* **About this exercise**:
Restate each record exactly as it was written.

[Dataset entries]
%%
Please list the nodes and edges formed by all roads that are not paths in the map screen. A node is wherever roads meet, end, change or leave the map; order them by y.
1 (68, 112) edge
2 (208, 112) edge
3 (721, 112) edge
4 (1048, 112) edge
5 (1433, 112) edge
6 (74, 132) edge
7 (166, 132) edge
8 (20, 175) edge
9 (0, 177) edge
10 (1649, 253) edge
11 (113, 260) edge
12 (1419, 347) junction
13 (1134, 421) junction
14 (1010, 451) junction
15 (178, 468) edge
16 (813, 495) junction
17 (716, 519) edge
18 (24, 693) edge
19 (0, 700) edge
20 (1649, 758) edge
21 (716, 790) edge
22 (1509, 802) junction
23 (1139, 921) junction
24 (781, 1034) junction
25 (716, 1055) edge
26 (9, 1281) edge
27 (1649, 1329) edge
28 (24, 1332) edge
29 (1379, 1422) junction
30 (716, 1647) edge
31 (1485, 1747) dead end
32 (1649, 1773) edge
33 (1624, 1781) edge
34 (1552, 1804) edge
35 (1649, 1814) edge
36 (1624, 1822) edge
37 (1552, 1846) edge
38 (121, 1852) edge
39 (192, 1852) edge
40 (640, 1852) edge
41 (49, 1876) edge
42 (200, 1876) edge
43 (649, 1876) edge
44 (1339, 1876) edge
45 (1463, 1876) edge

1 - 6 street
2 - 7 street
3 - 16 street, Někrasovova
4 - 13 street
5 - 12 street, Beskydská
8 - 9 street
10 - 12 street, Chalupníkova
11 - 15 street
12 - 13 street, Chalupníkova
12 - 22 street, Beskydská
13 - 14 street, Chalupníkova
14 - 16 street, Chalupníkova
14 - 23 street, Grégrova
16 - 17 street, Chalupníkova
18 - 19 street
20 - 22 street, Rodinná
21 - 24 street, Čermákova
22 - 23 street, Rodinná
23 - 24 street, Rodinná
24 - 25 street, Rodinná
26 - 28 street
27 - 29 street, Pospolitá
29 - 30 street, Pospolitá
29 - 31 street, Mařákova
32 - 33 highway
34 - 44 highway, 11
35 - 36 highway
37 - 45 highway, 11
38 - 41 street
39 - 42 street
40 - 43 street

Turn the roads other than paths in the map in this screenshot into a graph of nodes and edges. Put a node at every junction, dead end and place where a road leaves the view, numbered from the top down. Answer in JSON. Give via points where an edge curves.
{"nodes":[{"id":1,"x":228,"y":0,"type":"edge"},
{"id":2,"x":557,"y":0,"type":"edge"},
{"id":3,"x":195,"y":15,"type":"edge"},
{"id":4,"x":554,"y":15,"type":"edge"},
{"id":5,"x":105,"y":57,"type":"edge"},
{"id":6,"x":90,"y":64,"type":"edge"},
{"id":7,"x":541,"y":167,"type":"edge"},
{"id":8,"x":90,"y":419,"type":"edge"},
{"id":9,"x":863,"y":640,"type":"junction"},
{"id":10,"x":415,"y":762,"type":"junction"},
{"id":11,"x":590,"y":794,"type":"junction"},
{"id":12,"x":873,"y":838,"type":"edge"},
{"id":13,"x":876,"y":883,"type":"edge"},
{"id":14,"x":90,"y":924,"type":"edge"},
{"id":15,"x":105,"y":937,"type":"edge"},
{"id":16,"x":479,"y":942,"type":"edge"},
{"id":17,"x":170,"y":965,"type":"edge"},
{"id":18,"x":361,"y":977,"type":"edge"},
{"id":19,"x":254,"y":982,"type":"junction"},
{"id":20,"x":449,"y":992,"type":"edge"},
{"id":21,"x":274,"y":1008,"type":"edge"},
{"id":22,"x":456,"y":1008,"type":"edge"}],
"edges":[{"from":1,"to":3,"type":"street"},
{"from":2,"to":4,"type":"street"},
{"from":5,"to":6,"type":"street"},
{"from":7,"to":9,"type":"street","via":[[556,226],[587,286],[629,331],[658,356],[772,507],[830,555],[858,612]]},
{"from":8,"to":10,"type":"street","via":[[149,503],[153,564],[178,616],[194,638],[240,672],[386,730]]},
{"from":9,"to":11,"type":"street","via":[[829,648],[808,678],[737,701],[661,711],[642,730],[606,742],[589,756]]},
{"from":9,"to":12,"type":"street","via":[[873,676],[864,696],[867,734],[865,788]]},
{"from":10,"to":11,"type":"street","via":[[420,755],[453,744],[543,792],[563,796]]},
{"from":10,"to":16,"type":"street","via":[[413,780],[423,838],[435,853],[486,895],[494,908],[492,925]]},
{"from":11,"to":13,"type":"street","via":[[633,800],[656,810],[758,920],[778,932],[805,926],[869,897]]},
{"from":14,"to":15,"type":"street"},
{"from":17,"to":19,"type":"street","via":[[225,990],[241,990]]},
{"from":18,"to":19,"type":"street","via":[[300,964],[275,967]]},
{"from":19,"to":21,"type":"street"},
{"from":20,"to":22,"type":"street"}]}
%%
* **Solved problem**:
Please list the nodes and edges formed by all roads that are not paths in the map screen. A node is wherever roads meet, end, change or leave the map; order them by y.
1 (68, 112) edge
2 (208, 112) edge
3 (721, 112) edge
4 (1048, 112) edge
5 (1433, 112) edge
6 (74, 132) edge
7 (166, 132) edge
8 (20, 175) edge
9 (0, 177) edge
10 (1649, 253) edge
11 (113, 260) edge
12 (1419, 347) junction
13 (1134, 421) junction
14 (1010, 451) junction
15 (178, 468) edge
16 (813, 495) junction
17 (716, 519) edge
18 (24, 693) edge
19 (0, 700) edge
20 (1649, 758) edge
21 (716, 790) edge
22 (1509, 802) junction
23 (1139, 921) junction
24 (781, 1034) junction
25 (716, 1055) edge
26 (9, 1281) edge
27 (1649, 1329) edge
28 (24, 1332) edge
29 (1379, 1422) junction
30 (716, 1647) edge
31 (1485, 1747) dead end
32 (1649, 1773) edge
33 (1624, 1781) edge
34 (1552, 1804) edge
35 (1649, 1814) edge
36 (1624, 1822) edge
37 (1552, 1846) edge
38 (121, 1852) edge
39 (192, 1852) edge
40 (640, 1852) edge
41 (49, 1876) edge
42 (200, 1876) edge
43 (649, 1876) edge
44 (1339, 1876) edge
45 (1463, 1876) edge

1 - 6 street
2 - 7 street
3 - 16 street, Někrasovova
4 - 13 street
5 - 12 street, Beskydská
8 - 9 street
10 - 12 street, Chalupníkova
11 - 15 street
12 - 13 street, Chalupníkova
12 - 22 street, Beskydská
13 - 14 street, Chalupníkova
14 - 16 street, Chalupníkova
14 - 23 street, Grégrova
16 - 17 street, Chalupníkova
18 - 19 street
20 - 22 street, Rodinná
21 - 24 street, Čermákova
22 - 23 street, Rodinná
23 - 24 street, Rodinná
24 - 25 street, Rodinná
26 - 28 street
27 - 29 street, Pospolitá
29 - 30 street, Pospolitá
29 - 31 street, Mařákova
32 - 33 highway
34 - 44 highway, 11
35 - 36 highway
37 - 45 highway, 11
38 - 41 street
39 - 42 street
40 - 43 street

Turn the roads other than paths in the map in this screenshot into a graph of nodes and edges. Put a node at every junction, dead end and place where a road leaves the view, numbered from the top down. Answer in JSON. Give via points where an edge curves.
{"nodes":[{"id":1,"x":228,"y":0,"type":"edge"},
{"id":2,"x":557,"y":0,"type":"edge"},
{"id":3,"x":195,"y":15,"type":"edge"},
{"id":4,"x":554,"y":15,"type":"edge"},
{"id":5,"x":105,"y":57,"type":"edge"},
{"id":6,"x":90,"y":64,"type":"edge"},
{"id":7,"x":541,"y":167,"type":"edge"},
{"id":8,"x":90,"y":419,"type":"edge"},
{"id":9,"x":863,"y":640,"type":"junction"},
{"id":10,"x":415,"y":762,"type":"junction"},
{"id":11,"x":590,"y":794,"type":"junction"},
{"id":12,"x":873,"y":838,"type":"edge"},
{"id":13,"x":876,"y":883,"type":"edge"},
{"id":14,"x":90,"y":924,"type":"edge"},
{"id":15,"x":105,"y":937,"type":"edge"},
{"id":16,"x":479,"y":942,"type":"edge"},
{"id":17,"x":170,"y":965,"type":"edge"},
{"id":18,"x":361,"y":977,"type":"edge"},
{"id":19,"x":254,"y":982,"type":"junction"},
{"id":20,"x":449,"y":992,"type":"edge"},
{"id":21,"x":274,"y":1008,"type":"edge"},
{"id":22,"x":456,"y":1008,"type":"edge"}],
"edges":[{"from":1,"to":3,"type":"street"},
{"from":2,"to":4,"type":"street"},
{"from":5,"to":6,"type":"street"},
{"from":7,"to":9,"type":"street","via":[[556,226],[587,286],[629,331],[658,356],[772,507],[830,555],[858,612]]},
{"from":8,"to":10,"type":"street","via":[[149,503],[153,564],[178,616],[194,638],[240,672],[386,730]]},
{"from":9,"to":11,"type":"street","via":[[829,648],[808,678],[737,701],[661,711],[642,730],[606,742],[589,756]]},
{"from":9,"to":12,"type":"street","via":[[873,676],[864,696],[867,734],[865,788]]},
{"from":10,"to":11,"type":"street","via":[[420,755],[453,744],[543,792],[563,796]]},
{"from":10,"to":16,"type":"street","via":[[413,780],[423,838],[435,853],[486,895],[494,908],[492,925]]},
{"from":11,"to":13,"type":"street","via":[[633,800],[656,810],[758,920],[778,932],[805,926],[869,897]]},
{"from":14,"to":15,"type":"street"},
{"from":17,"to":19,"type":"street","via":[[225,990],[241,990]]},
{"from":18,"to":19,"type":"street","via":[[300,964],[275,967]]},
{"from":19,"to":21,"type":"street"},
{"from":20,"to":22,"type":"street"}]}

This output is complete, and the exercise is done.